Forum Discussion
westernrvparkow
Sep 11, 2016Explorer
myredracer wrote:Internet is the best advertising medium today. Who knows what will happen 10 years from now. I would only get involved in two types of parks, destination at a location where people want to be, or an overnight park located on a major thoroughfare preferably near a mid sized town. You would have to plan on at least three years to build traffic. A problem many new parks have is they were built on the cheap, using existing buildings etc. They look half-done and reviews will reflect it and they will have a very hard time building reputation and hence business.westernrvparkowner wrote:
Doesn't take anywhere near 125 sites to be profitable.

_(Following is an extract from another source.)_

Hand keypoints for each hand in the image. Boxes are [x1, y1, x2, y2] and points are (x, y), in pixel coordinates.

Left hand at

Say you had a 40 site park and built it for $800,000. Operates for 8 months out of the year with a 60 percent occupany rate (not bad, but not exceptional either) At $40 a night, that would be revenues of $230,000. Figure operating costs of about 30 percent, you will have net income of about $160,000. That's a 20 percent return on your investment, not too bad. Even if you paid a manager couple $5,000 a month for those eight months, instead of running it yourself, you would have a return north of 15 percent. Can't get that on your savings account.

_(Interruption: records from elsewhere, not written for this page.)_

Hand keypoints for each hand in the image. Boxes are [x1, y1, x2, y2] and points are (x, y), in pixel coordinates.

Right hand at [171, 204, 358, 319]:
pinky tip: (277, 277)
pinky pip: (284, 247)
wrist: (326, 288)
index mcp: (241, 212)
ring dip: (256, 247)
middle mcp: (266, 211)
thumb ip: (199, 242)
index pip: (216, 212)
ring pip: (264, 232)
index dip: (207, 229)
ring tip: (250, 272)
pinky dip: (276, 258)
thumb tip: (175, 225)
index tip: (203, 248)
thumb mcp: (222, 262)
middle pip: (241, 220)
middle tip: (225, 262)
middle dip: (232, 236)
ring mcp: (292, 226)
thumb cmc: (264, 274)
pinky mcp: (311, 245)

The trouble with the OPs situation is $50,000 is a far cry from $800,000 and building a park in the middle of nowhere won't ever generate $40 a night rates or 60 percent occupancies.
125 sites didn't seem right. This is the first time I've seen a CG owner post actual realistic numbers. Thanks. We've been in a few CGs with only around 20-30 sites so small ones do work.
Curious, how does an owner market your CG/RV park to get customers in the door, esp. if new? Do you need to get connected with C-C, RPI or one of the others? Does internet only work? Get into local tourist type magazines? It's nice to think about building a CG but I'd be pretty nervous that nobody would show up.
If I was doing it, everything would be brand new, and that would be the theme of my advertising. I would have highway billboards on the approaches to the park, preferably about 10 to 20 miles out proclaiming "ALL NEW PARK".
The third advertising leg would be to either affiliate with GoodSam or become a KOA. Those are established names that draw customers.
Magazines and the like are a waste, unless you have a seasonal park and I have no experience or expertise in those parks so I wouldn't know what works for them.